Autre mot-clé : culture. On oublie trop souvent que l’informatisation a signifié d’abord l’irruption massive de la culture de l’écrit dans l’univers oral des ateliers. Et la question de savoir quelle sera la place respective des cultures technologiques spécialisées, des compétences génériques (abstraites, langagières), sans parler de cette troisième dimension du « talent », est une des plus cruciales du moment. C’est aussi l’une de celles qui est la plus subtilement discutée dans le livre.

Un dernier mot : l’enquête porte ici sur les sites de grandes firmes multinationales, essentiellement dans le Piémont et en Lombardie. On attend avec impatience l’analyse du tissu de PME, de cette « troisième Italie » qui a tant fasciné les chercheurs et les industriels dans les années 1990. Comment ces deux mondes s’articulent-ils ? Comment s’opère la modernisation et comment évolue le travail dans ces entreprises de niche orientées vers la qualité et la différenciation ? Ces questions sont majeures pour l’Italie, mais aussi pour l’Europe en général.

Pierre Veltz
Académie des technologies

Introduction à l’édition française

Après un démarrage à vitesse variable, l’industrie 4.0, et plus généralement la transformation numérique, occupe désormais un espace de choix dans le débat public de tous les grands pays européens. Les raisons de cet intérêt sont multiples : d’une part, l’urgence qui a saisi les gouvernements appelés à fournir des outils concrets aux industries nationales pour affronter un changement de paradigme qu’il devenait difficile d’ignorer ; d’autre part, le rôle joué par les partenaires sociaux, les universités, les organisations de soutien au développement des entreprises et les think tanks, qui ont alerté sur le changement en cours, changement qui était de toute manière en train d’advenir avec ou sans politiques publiques de soutien.

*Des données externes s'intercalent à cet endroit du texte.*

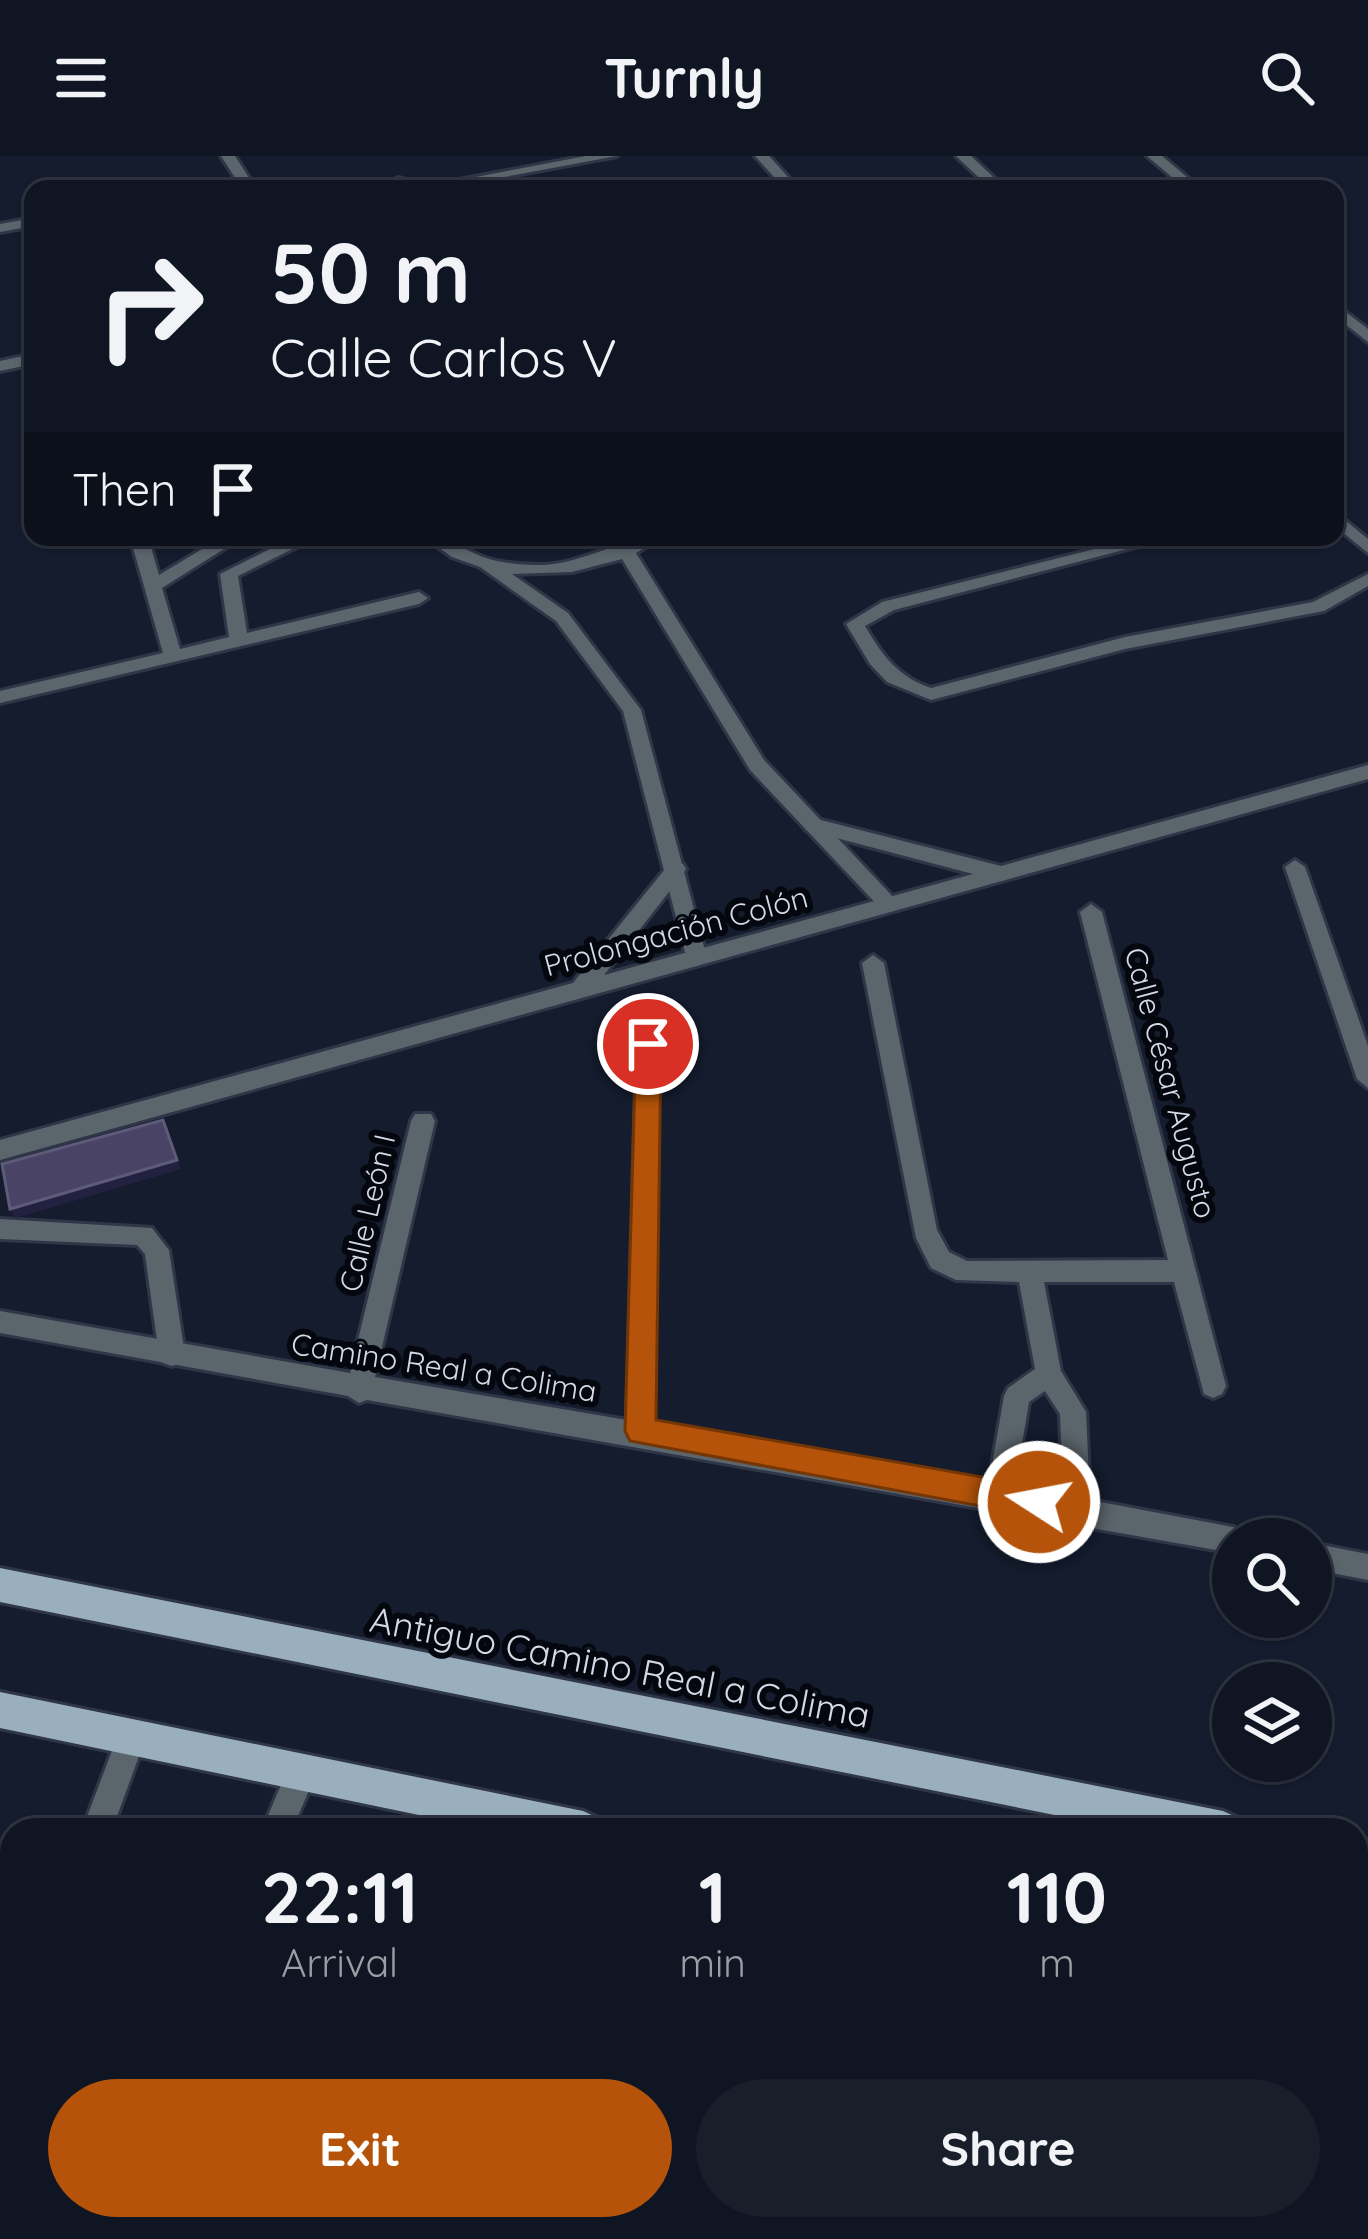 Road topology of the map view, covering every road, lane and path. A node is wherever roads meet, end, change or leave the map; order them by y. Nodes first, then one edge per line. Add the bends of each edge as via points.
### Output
1 (610, 156) edge
2 (762, 156) edge
3 (963, 156) edge
4 (1154, 156) edge
5 (469, 180) edge
6 (784, 180) edge
7 (989, 180) edge
8 (1183, 180) edge
9 (1344, 316) edge
10 (1368, 337) edge
11 (1344, 525) edge
12 (142, 546) edge
13 (218, 546) edge
14 (289, 546) edge
15 (451, 546) edge
16 (639, 546) edge
17 (1127, 546) edge
18 (1368, 548) edge
19 (627, 553) junction
20 (198, 557) junction
21 (486, 564) junction
22 (229, 574) junction
23 (1368, 579) edge
24 (157, 584) junction
25 (419, 598) dead end
26 (239, 640) junction
27 (173, 656) junction
28 (0, 697) edge
29 (1368, 772) edge
30 (813, 824) junction
31 (1295, 866) dead end
32 (676, 869) junction
33 (1001, 874) junction
34 (889, 904) junction
35 (1091, 912) dead end
36 (696, 958) junction
37 (873, 963) dead end
38 (580, 990) junction
39 (648, 1044) dead end
40 (1368, 1079) edge
41 (424, 1121) dead end
42 (0, 1150) edge
43 (0, 1228) edge
44 (1029, 1270) junction
45 (1184, 1271) junction
46 (0, 1322) edge
47 (172, 1355) junction
48 (1049, 1374) junction
49 (1213, 1386) dead end
50 (359, 1391) junction
51 (640, 1431) junction
52 (1000, 1495) junction
53 (1077, 1510) junction
54 (1212, 1536) edge
55 (1332, 1560) edge
56 (1368, 1567) edge
57 (0, 1585) edge
58 (0, 1710) edge
59 (131, 1737) junction
60 (302, 1772) junction
61 (101, 1818) edge
62 (283, 1818) edge
63 (502, 1818) edge
64 (1163, 1818) edge

1 - 5 street
2 - 6 street
3 - 7 street
4 - 8 street
9 - 10 street
11 - 18 street
12 - 24 street
13 - 20 street
14 - 22 street
15 - 21 street
16 - 19 street
17 - 23 street via 888,606 855,624 880,669 901,687 931,694 1126,643 1318,607
19 - 21 street via 533,570
19 - 30 street via 757,765
20 - 22 street
20 - 24 street
21 - 32 street via 562,616 632,710
22 - 26 street
24 - 27 street
25 - 26 street
26 - 27 street
27 - 28 street
29 - 33 street, Prolongación Colón
30 - 33 street
30 - 34 street
31 - 40 street
32 - 36 street
32 - 38 street
33 - 34 street, Prolongación Colón
34 - 36 street, Prolongación Colón
35 - 45 street, Calle César Augusto
36 - 38 street, Prolongación Colón
37 - 44 street via 925,1232 940,1260 965,1272
38 - 42 street, Prolongación Colón
39 - 51 street
41 - 50 street, Calle León I
43 - 47 street via 143,1235 157,1250
44 - 45 street
44 - 48 street
45 - 49 street, Calle César Augusto
46 - 47 street, Camino Real a Colima
47 - 50 street, Camino Real a Colima
48 - 52 street via 1017,1396
48 - 53 street via 1072,1412
50 - 51 street, Camino Real a Colima
51 - 52 street, Camino Real a Colima
52 - 53 street, Camino Real a Colima
53 - 54 street, Camino Real a Colima
55 - 56 street
57 - 64 main road, Antiguo Camino Real a Colima
58 - 59 main road
59 - 60 main road
59 - 61 street
60 - 62 street
60 - 63 main road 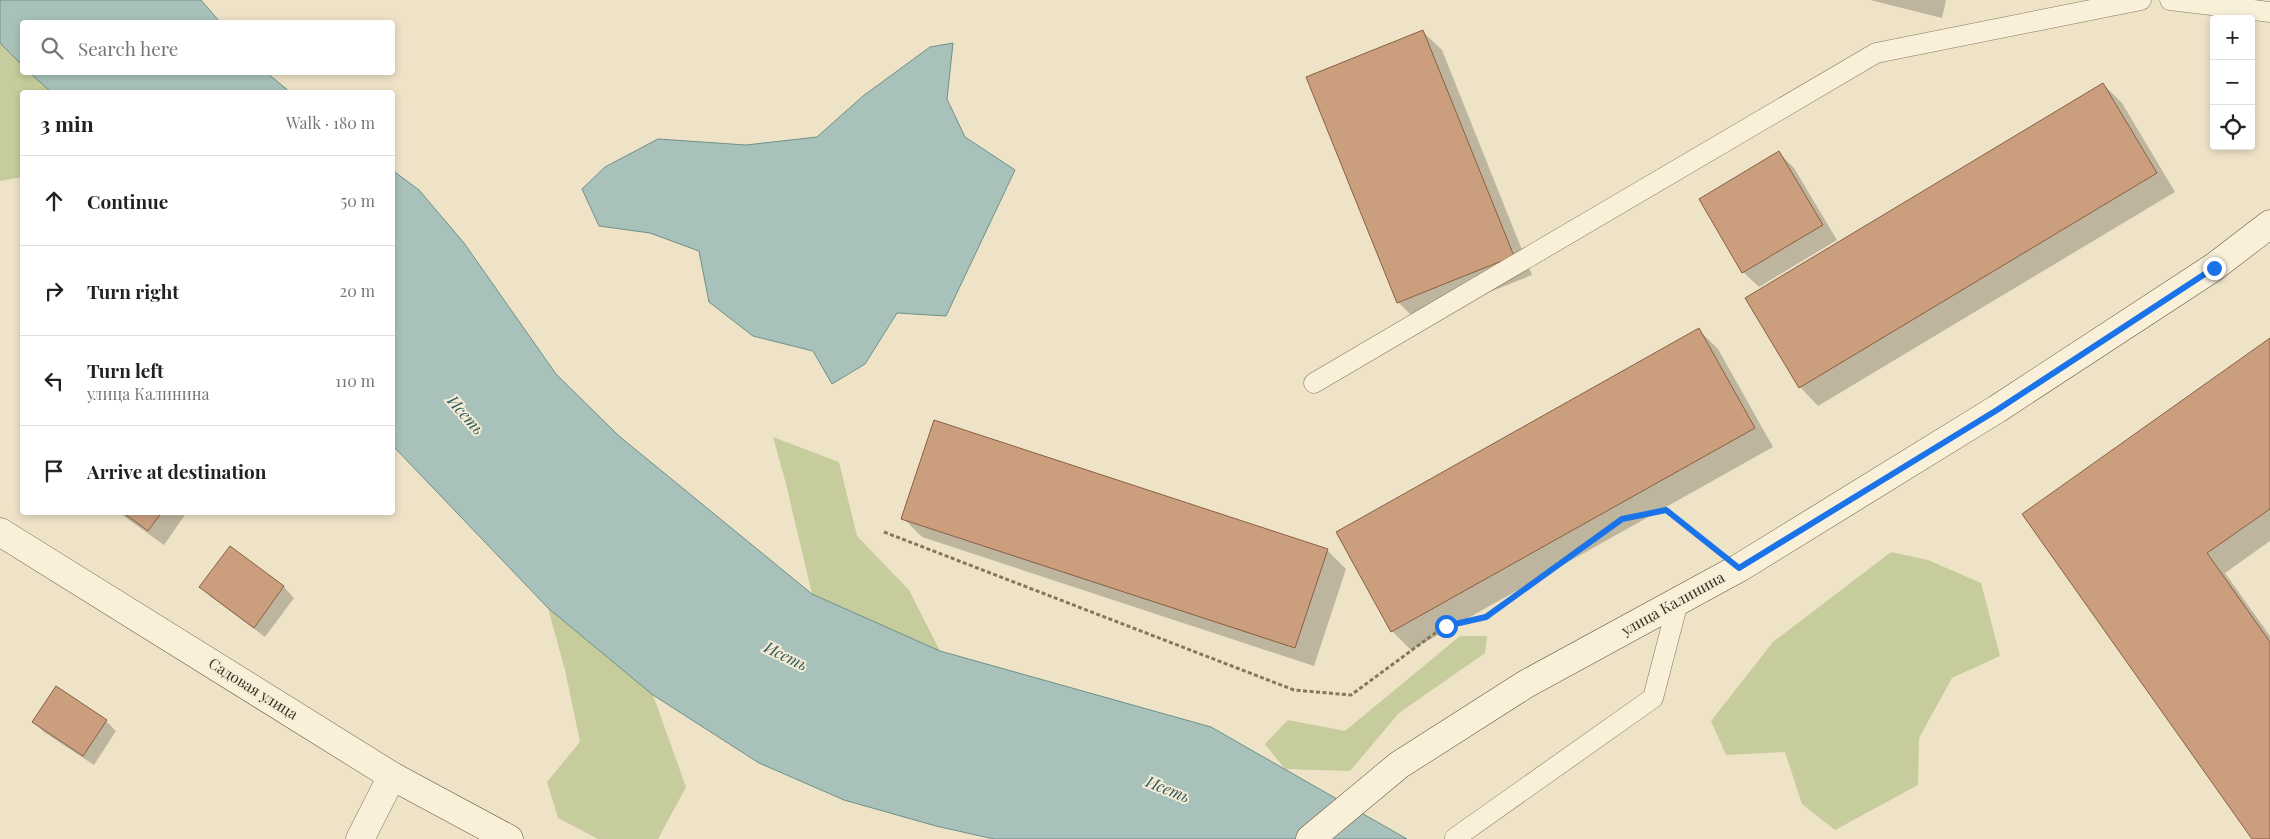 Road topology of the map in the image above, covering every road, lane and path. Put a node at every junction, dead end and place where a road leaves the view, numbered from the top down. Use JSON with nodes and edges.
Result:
{"nodes":[{"id":1,"x":2141,"y":0,"type":"edge"},
{"id":2,"x":2170,"y":0,"type":"edge"},
{"id":3,"x":2270,"y":12,"type":"edge"},
{"id":4,"x":2270,"y":224,"type":"edge"},
{"id":5,"x":1314,"y":383,"type":"dead end"},
{"id":6,"x":0,"y":532,"type":"edge"},
{"id":7,"x":884,"y":532,"type":"dead end"},
{"id":8,"x":1739,"y":568,"type":"junction"},
{"id":9,"x":1678,"y":602,"type":"junction"},
{"id":10,"x":392,"y":776,"type":"junction"},
{"id":11,"x":1455,"y":838,"type":"edge"},
{"id":12,"x":360,"y":839,"type":"edge"},
{"id":13,"x":509,"y":839,"type":"edge"},
{"id":14,"x":1310,"y":839,"type":"edge"}],
"edges":[{"from":1,"to":5,"type":"lane"},
{"from":2,"to":3,"type":"lane"},
{"from":4,"to":8,"type":"main road","name":"улица Калинина"},
{"from":6,"to":10,"type":"main road","name":"Садовая улица"},
{"from":7,"to":8,"type":"path"},
{"from":8,"to":9,"type":"main road","name":"улица Калинина"},
{"from":9,"to":11,"type":"lane"},
{"from":9,"to":14,"type":"main road","name":"улица Калинина"},
{"from":10,"to":12,"type":"main road"},
{"from":10,"to":13,"type":"main road","name":"Садовая улица"}]}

Ce débat, parfois un peu trop théorique, parfois un peu trop prospectif, a cependant eu plusieurs mérites, parmi lesquels : ramener le projecteur sur le secteur manufacturier européen en tant que moteur central de nos économies ; signaler la lenteur avec laquelle nos entreprises s’adaptaient à l’innovation technologique ; souligner le besoin urgent de réfléchir sérieusement à l’avenir du travail et de la protection sociale.

Au sein du débat européen, le discours sur l’industrie du futur présente en France des particularités. Il se réfère à l’open innovation, désormais considérée comme un mécanisme puissant pour amener l’innovation numérique au cœur de l’entreprise, la faire pénétrer dans la structure même du système industriel national pour le modifier en profondeur. C’est cette vision particulière, voire de parti pris, qui a suscité l’intérêt d’Inwibe (voir infra p. 57) pour le sujet que nous traitons ici.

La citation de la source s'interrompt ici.